Now he’s showing everyone it was a good decision by truck owner Shigeaki Hattori.
After winning the season opening race at Daytona International Speedway, Hill has managed to remain in the top-10 all season long in the championship standings and picked up two more wins along the way.
Hill enters Martinsville as one of the hottest drivers in the series after he picked up a win at Las Vegas Motor Speedway last month and also finished sixth in the most recent truck race at Talladega Superspeedway.
He hopes to punch his ticket to Homestead-Miami Speedway with a victory in the NASCAR Hall of Fame 200.
Hill made his first start at Martinsville Speedway five years ago driving for his family-owned team and he’s learned a lot on and off the track since he moved up to the NASCAR national series in 2014.

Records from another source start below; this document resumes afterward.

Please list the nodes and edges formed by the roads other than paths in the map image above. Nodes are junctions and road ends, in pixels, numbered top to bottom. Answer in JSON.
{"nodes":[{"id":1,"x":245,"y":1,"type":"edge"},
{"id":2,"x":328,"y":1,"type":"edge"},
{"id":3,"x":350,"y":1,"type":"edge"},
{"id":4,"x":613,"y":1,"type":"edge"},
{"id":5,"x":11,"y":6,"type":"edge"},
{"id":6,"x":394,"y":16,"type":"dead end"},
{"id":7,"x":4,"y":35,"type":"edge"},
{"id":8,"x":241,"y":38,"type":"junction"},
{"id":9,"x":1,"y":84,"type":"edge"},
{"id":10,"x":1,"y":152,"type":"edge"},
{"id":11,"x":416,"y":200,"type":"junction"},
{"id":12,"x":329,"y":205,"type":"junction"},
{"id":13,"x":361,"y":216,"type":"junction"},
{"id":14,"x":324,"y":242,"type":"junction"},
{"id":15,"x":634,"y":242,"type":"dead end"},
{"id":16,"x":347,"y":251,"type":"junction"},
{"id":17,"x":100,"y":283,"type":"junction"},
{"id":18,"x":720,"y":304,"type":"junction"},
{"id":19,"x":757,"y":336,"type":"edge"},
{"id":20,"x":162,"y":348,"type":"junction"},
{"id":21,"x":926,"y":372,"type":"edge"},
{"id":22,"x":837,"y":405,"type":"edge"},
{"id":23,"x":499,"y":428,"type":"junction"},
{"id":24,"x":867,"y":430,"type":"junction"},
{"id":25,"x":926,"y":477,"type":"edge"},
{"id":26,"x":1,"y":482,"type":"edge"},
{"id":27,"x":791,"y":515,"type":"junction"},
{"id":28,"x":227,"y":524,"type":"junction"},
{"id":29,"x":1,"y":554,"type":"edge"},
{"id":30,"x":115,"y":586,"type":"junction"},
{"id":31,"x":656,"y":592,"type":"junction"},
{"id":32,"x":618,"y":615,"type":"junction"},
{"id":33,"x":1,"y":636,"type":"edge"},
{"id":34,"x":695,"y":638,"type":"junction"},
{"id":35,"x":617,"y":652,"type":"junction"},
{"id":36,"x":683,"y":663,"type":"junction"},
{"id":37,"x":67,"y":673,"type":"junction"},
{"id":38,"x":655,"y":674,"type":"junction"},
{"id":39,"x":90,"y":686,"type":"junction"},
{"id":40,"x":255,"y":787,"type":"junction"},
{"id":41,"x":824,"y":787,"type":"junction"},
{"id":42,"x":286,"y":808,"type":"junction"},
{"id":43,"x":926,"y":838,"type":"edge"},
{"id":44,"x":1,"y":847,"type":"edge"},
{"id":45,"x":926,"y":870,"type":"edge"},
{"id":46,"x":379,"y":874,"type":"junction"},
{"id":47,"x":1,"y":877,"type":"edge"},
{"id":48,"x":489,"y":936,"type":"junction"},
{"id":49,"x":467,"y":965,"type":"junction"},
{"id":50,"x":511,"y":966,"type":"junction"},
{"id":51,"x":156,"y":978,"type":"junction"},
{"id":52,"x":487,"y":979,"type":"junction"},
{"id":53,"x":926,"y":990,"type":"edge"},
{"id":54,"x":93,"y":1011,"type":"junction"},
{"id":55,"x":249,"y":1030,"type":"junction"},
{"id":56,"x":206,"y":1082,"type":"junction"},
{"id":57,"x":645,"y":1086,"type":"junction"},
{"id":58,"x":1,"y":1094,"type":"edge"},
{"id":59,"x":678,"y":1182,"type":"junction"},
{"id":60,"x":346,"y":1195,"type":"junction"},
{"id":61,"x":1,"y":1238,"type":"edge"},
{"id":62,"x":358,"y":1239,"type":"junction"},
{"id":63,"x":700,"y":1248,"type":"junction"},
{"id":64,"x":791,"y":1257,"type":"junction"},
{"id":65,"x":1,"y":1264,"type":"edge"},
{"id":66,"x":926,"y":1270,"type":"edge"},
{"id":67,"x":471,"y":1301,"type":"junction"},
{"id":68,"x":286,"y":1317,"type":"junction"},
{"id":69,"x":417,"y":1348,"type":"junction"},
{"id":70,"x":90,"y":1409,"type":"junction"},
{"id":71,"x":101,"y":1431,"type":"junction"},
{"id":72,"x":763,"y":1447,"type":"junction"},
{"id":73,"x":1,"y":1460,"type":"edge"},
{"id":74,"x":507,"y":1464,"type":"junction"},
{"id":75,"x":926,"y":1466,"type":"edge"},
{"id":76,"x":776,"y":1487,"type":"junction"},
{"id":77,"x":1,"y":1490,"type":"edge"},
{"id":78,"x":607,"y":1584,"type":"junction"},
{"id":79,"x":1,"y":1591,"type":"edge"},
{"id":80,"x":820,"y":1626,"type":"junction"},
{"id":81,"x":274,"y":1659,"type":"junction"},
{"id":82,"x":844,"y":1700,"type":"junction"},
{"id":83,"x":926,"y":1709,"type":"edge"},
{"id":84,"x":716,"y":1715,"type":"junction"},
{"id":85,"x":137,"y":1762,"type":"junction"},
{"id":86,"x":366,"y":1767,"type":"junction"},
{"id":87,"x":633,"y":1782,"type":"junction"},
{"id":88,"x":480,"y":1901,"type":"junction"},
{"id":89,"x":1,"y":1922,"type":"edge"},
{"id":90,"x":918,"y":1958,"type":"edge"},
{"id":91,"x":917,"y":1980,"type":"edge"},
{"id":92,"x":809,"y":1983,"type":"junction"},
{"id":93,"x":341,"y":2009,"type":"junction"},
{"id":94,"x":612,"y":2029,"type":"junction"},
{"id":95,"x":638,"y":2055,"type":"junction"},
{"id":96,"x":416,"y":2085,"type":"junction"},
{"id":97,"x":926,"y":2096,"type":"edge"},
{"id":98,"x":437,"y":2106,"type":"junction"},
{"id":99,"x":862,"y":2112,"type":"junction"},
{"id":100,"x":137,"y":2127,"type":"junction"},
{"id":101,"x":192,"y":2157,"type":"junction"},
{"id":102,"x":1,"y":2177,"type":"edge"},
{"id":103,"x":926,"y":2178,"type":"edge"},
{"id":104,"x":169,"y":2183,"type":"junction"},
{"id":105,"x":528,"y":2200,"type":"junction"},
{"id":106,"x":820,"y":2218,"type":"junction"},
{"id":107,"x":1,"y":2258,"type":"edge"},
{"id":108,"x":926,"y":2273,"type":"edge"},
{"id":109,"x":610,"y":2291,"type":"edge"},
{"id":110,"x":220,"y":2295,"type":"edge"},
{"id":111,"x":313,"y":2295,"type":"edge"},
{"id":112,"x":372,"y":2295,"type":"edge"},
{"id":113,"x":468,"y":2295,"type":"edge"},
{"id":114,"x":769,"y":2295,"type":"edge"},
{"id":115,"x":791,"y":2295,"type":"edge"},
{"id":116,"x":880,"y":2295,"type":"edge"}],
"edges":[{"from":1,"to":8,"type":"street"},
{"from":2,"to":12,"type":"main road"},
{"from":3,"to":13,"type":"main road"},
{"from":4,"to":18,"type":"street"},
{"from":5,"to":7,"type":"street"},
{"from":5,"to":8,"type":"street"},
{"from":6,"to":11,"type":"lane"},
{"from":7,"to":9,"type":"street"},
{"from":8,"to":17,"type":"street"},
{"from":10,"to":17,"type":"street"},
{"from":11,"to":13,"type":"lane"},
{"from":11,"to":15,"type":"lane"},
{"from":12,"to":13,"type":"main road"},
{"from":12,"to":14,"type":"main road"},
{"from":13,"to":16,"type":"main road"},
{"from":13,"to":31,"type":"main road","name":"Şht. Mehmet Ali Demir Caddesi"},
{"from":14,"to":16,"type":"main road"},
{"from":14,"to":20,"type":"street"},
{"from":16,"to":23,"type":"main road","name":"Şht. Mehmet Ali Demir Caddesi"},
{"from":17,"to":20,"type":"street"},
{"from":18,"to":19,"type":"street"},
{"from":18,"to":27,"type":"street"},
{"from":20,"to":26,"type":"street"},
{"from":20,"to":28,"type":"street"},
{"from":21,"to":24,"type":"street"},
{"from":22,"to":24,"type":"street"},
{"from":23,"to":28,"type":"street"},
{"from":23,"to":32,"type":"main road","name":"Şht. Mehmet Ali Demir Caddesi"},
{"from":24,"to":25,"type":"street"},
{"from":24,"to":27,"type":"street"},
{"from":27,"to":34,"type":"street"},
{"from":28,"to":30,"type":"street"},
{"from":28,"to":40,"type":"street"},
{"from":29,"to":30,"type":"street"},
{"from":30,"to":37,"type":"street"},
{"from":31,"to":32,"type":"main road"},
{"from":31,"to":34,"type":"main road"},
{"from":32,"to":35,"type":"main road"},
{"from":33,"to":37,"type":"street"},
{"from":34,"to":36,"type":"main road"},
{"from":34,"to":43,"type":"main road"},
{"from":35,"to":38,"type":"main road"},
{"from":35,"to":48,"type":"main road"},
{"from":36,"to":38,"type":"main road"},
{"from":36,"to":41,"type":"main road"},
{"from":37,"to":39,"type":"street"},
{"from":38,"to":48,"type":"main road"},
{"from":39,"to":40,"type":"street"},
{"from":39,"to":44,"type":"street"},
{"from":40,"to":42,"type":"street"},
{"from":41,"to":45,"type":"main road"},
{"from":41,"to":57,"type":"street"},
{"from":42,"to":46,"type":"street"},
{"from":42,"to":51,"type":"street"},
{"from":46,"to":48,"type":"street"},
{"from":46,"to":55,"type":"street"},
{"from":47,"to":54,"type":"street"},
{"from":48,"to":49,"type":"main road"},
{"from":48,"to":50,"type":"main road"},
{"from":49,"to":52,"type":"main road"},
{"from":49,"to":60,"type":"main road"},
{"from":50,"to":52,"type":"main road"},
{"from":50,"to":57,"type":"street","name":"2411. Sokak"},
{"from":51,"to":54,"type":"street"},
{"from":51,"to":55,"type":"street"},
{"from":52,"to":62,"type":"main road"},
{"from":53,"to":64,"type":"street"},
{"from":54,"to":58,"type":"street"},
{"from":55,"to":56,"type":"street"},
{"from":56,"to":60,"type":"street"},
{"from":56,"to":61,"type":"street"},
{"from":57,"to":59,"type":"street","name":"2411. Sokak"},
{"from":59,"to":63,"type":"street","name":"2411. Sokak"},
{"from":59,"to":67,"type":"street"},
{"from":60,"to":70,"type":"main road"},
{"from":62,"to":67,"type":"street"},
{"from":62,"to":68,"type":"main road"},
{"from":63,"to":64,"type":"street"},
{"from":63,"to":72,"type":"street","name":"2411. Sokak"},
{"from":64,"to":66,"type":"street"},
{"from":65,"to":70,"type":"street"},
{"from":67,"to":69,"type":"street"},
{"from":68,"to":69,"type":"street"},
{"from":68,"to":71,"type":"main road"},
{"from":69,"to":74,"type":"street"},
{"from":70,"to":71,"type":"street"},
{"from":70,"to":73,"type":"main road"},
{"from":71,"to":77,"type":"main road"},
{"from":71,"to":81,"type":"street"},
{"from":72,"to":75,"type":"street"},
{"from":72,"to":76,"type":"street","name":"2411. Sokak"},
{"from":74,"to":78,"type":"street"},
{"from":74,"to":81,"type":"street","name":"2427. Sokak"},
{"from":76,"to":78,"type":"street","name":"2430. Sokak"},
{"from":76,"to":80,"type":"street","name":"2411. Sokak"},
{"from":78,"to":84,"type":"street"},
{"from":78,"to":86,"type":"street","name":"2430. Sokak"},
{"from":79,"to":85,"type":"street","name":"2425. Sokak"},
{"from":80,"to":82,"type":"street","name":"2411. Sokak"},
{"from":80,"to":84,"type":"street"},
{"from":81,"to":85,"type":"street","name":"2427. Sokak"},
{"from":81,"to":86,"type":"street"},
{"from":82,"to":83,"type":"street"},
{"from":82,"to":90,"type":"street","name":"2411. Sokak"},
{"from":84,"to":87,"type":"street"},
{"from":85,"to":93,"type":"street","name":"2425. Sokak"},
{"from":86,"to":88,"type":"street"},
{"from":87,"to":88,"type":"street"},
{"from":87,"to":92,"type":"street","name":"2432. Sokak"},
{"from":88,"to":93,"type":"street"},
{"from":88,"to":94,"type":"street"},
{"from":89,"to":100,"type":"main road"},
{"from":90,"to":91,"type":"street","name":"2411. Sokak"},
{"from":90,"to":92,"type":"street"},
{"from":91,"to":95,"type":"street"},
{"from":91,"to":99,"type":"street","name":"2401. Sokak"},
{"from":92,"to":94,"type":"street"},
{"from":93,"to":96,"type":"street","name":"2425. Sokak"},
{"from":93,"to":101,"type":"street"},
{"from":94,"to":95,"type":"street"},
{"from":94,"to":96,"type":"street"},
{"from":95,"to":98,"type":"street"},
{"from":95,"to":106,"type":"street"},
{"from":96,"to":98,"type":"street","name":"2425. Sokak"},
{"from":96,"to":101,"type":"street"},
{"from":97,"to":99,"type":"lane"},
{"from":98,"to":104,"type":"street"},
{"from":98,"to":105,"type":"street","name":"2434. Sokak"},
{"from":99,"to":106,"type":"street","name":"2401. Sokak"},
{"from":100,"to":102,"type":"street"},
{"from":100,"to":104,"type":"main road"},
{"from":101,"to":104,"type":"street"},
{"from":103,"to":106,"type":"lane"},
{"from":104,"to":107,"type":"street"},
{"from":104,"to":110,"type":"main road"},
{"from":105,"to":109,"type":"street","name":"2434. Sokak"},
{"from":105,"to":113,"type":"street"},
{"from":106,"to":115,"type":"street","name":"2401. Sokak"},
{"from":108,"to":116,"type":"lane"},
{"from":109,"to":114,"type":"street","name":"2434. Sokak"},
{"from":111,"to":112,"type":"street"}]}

“When I first started racing in the truck series, we were doing it with a low budget team and just trying to see if it was something we wanted to do,” said Hill. “Then we decided to come up and do our own program. So, for two years we did a partial schedule with Austin Hill Racing.
“I was in the shop working on the trucks and helping my guys out, so, you know I’ve learned a lot through the years to get to this point. I feel like everything I’ve learned and everything I’ve done throughout my career working on race cars and trucks and stuff like that definitely helps going in to the playoffs.”
The race at Martinsville Speedway always seems to produce surprises and that is not lost with Hill heading into the NASCAR Hall of Fame 200.
“Obviously, anything can happen (at Martinsville Speedway),” said Hill. “It’s just such close quarters that anything can happen at that race track. You just have to execute all day, be up front there at the end, and if you get a green-white-checkered, you just got to hope that the guy behind you don’t just go down in the corner and move you away.
“In the spring race, we had really good speed in practice and in the race. We just missed the balance. I still feel like we should have had a top-10 finish. It wasn’t too bad. I feel like if we can carry over what we had in practice and figure it out in the race, I think we have a real, legitimate shot at winning.”
Hill was making reference to the spring truck race at Martinsville when late-race contact cost him a chance at a top-10 finish.
“We were running inside the top 10 all day and the next thing you know we have a green-white-checkered and we finish 16th cause we got moved up out of the groove,” said Hill. “Martinsville is just one of those tracks that if you have speed, you can run up front and have a shot at winning, but there is no telling when something could happen.”
Hill enters the NASCAR Hall of Fame 200 third in the NASCAR Gander Outdoors Truck Series points standings and while he’s solidly in the top four for now, he knows there’s a still a lot of racing to go before he can compete for a championship at Homestead-Miami Speedway in November.
“I think getting the max stage points you can is going to be huge,” Hill said. “I think we saw that at Talladega. We didn’t get a lot of stage points in the first stage and not getting any in the second stage kind of hurt us a little bit. That dropped us to third (in points). I feel like stage points are going to be huge these next two races. We can win either race that we go to, Martinsville and Phoenix.
“That would be the easiest thing to do, but I feel like getting the most max stage points you can possibly get in Stage 1 and 2 definitely helps you going into Phoenix.”